Você já teve a sensação de que, mesmo quando tudo está caminhando bem, uma voz interna surge para semear a dúvida, prever o pior ou exigir de você um nível de controle e cobrança desumanos? Não se trata de falta de competência ou de sorte. A verdade nua e crua da neurobiologia moderna é que o nosso pior inimigo frequentemente mora de aluguel na nossa própria cabeça. Através do conceito de Inteligência Positiva, a psicologia contemporânea revelou que o sucesso e a felicidade não dependem apenas do nosso QI ou das nossas habilidades técnicas, mas sim do percentual de tempo que nossa mente trabalha a nosso favor, em vez de nos sabotar ativamente.
Essa sabotagem diária é coordenada por um elenco de personagens internos que Shirzad Chamine, pesquisador e criador do conceito, batizou de “sabotadores”. O líder supremo dessa gangue mental é o Crítico — aquela voz onipresente que aponta implacavelmente os seus defeitos, os erros dos outros e os perigos de cada situação. Para piorar, o Crítico nunca age sozinho; ele recruta sabotadores cúmplices, moldados pelas nossas defesas de infância. Entre eles, destaca-se o Controlador, que gera uma necessidade ansiosa de assumir a responsabilidade por tudo e todos ao redor, gerando uma sobrecarga exaustiva; o Insistente, que mascara o perfeccionismo limitante sob a desculpa da ordem; e o Esquivo, que adia conversas e decisões difíceis até que elas se transformem em crises.
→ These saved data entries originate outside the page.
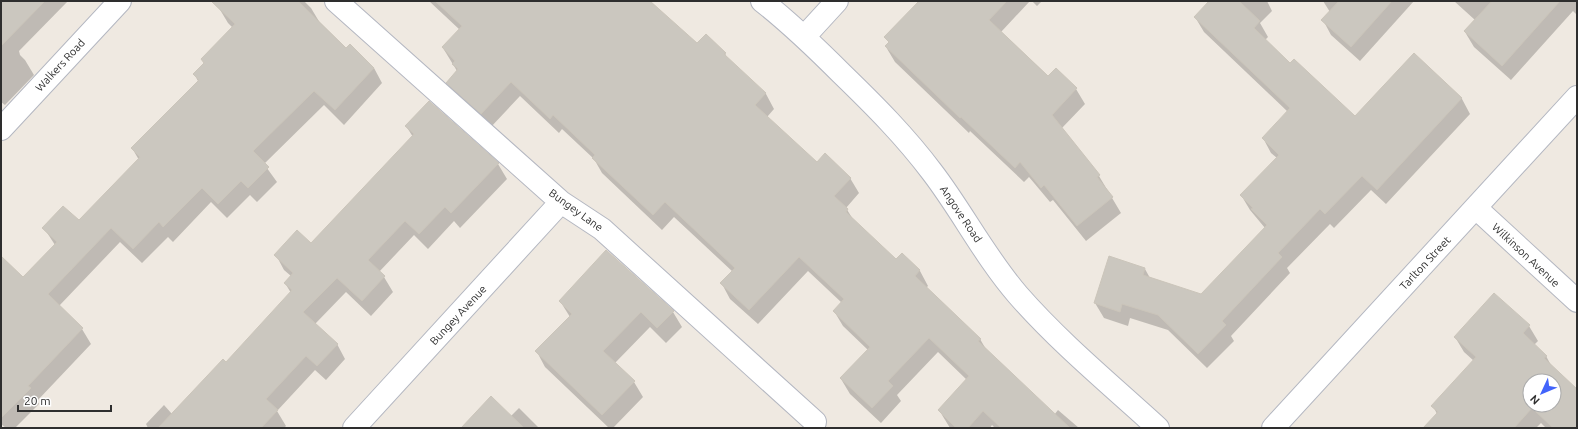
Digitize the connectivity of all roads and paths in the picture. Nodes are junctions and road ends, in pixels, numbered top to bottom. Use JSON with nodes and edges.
{"nodes":[{"id":1,"x":120,"y":1,"type":"edge"},
{"id":2,"x":336,"y":1,"type":"edge"},
{"id":3,"x":762,"y":1,"type":"edge"},
{"id":4,"x":837,"y":1,"type":"edge"},
{"id":5,"x":804,"y":37,"type":"junction"},
{"id":6,"x":1577,"y":97,"type":"edge"},
{"id":7,"x":1,"y":130,"type":"edge"},
{"id":8,"x":561,"y":202,"type":"junction"},
{"id":9,"x":1476,"y":208,"type":"junction"},
{"id":10,"x":1577,"y":301,"type":"edge"},
{"id":11,"x":815,"y":422,"type":"dead end"},
{"id":12,"x":354,"y":428,"type":"edge"},
{"id":13,"x":1158,"y":428,"type":"edge"},
{"id":14,"x":1273,"y":428,"type":"edge"}],
"edges":[{"from":1,"to":7,"type":"street","name":"Walkers Road"},
{"from":2,"to":8,"type":"street","name":"Bungey Lane"},
{"from":3,"to":5,"type":"street","name":"Angove Road"},
{"from":4,"to":5,"type":"street"},
{"from":5,"to":13,"type":"street","name":"Angove Road"},
{"from":6,"to":9,"type":"street","name":"Tarlton Street"},
{"from":8,"to":11,"type":"street","name":"Bungey Lane"},
{"from":8,"to":12,"type":"street","name":"Bungey Avenue"},
{"from":9,"to":10,"type":"street","name":"Wilkinson Avenue"},
{"from":9,"to":14,"type":"street","name":"Tarlton Street"}]}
O grande perigo dessas vozes é que elas aprenderam a falar a nossa língua. Elas se disfarçam de “prudência”, “senso de responsabilidade” ou “busca pela excelência”, nos fazendo acreditar que precisamos delas para vencer. No entanto, a neurociência mostra que os sabotadores operam a partir das áreas mais primitivas do cérebro, associadas à sobrevivência e ao estresse. Quando você se deixa guiar por eles, seu córtex pré-frontal — a região responsável pela criatividade, clareza e empatia — é temporariamente “sequestrado”. Você pode até alcançar resultados sob o chicote do medo ou da cobrança do Crítico, mas o preço cobrado é o esgotamento, a ansiedade e uma incapacidade crônica de desfrutar das próprias conquistas.
A boa notícia é que o cérebro humano possui plasticidade, o que significa que podemos alterar essa dinâmica fortalecendo o nosso Quociente de Inteligência Positiva (QP). O QP é o indicador que mede o nível de controle que você tem sobre a sua própria mente. Elevar esse quociente não significa adotar um otimismo cego, mas sim treinar a musculatura cerebral para interceptar os sabotadores no momento exato em que eles começam a falar e, em seguida, transferir o comando para o que a Inteligência Positiva chama de “O Sábio”.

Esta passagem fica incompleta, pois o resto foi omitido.